Auch das Umland Mannheims wurde in Mitleidenschaft gezogen: „Wenden wir unsere Blicke in die Gärten und auf das Land, so werden wir bis zu Thränen gerühret werden. Die stärksten Bäume liegen gestreckt da, die Dächer sind abgedeckt, kein Fenster ist mehr ganz, das in tausendfältigem Schmuck und Segen dagestandene Getraide liegt in verworrenen Halmen ausgedroschen zur Erde, das aufblühende Welschkorn, der Hanf, der Tabak, das Obst, die schönen Weintrauben sind zerschlagen, zersplittert, und dieses alles geschah in weniger als 10 Minuten.“

Glück im Unglück beim Verkehrsunfall

Das Unwetter erwischte auch einige unvorbereitete Reisende.
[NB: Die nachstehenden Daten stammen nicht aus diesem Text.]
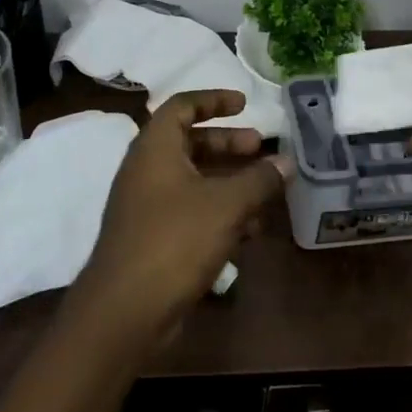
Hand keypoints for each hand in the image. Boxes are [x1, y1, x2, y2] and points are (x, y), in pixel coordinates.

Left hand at [72, 90, 288, 347]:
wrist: (124, 311)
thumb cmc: (174, 241)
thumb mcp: (226, 205)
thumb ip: (259, 180)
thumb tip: (286, 162)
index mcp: (155, 149)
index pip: (182, 106)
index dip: (214, 100)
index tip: (245, 104)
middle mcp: (147, 171)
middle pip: (190, 143)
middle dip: (228, 144)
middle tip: (261, 149)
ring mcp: (147, 207)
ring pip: (194, 181)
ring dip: (229, 183)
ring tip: (265, 194)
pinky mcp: (153, 239)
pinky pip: (191, 213)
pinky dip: (219, 213)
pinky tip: (249, 233)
Sie kamen jedoch mit einem Schrecken davon: „ Auf der Ogersheimer Hochstraße geschah es, daß der Mainzer Postwagen von dem heftigen Windstoße über die Straße hinab in das Feld geworfen worden ist, wozu die Blitze, die Donnerschläge, der Hagel, die Verfinsterung, die Betäubung des Führers und der Pferde, kurz alle Umstände des schrecklichen Wetters mit beigetragen haben. Ueber zehen in dem Wagen befindlich gewesene Personen hat die Hand der Vorsehung dergestalt gemacht, daß keine einzige im mindesten beschädiget worden.“

Ein denkwürdiger Tag

Gleich zu Anfang resümiert die Zeitung: „Der vorgestrige Abend wird allen Bewohnern der hiesigen Stadt und umliegenden Gegend in immerwährendem schrecklich-traurigen Andenken bleiben.“ Die Zeitung behielt recht: Noch 1855 erinnerte man sich an „ein noch nie erlebtes Gewitter bei furchtbarem Sturm und Hagel, so daß im Schlosse und der Stadt alle Fenster gegen die Mittagsseite zerstört waren.“

Im Forschungsverbund Climate HeriTage Network

Die Gefahren, die heute von den zunehmenden Extremwetterlagen ausgehen, erfordern vor allem Prävention. Die Staatlichen Schlösser und Gärten Baden-Württemberg beteiligten sich am Projekt „KERES“. Bei diesem untersuchen mehrere Fraunhofer-Institute im wissenschaftlichen Verbund, wie Kulturgüter vor Extremklimaereignissen geschützt und deren Resilienz erhöht werden kann.

Aus der Schlossgeschichte

Als der Hagelsturm das Schloss beschädigte, war es schon sieben Jahre nicht mehr Residenz. 1778 war Kurfürst Carl Theodor nach München übergesiedelt. 1802 fiel Schloss und Stadt Mannheim an Baden. Schloss Mannheim erlebte seine zweite Blüte. Das Erbgroßherzogspaar Carl und Stéphanie von Baden zog in die ehemalige kurfürstliche Residenz. Nach dem Tod ihres Ehemannes nahm Stéphanie dort ihren Witwensitz. Nach ihrem Tod 1860 wurde die Hofhaltung aufgelöst. Nach den Zerstörungen im Zweiten Weltkrieg begann 1947 der Wiederaufbau des Barockschlosses. Das Hauptgeschoss, die prächtige Beletage, lässt den Glanz der Residenz mit originalen Einrichtungsgegenständen heute wieder aufleben.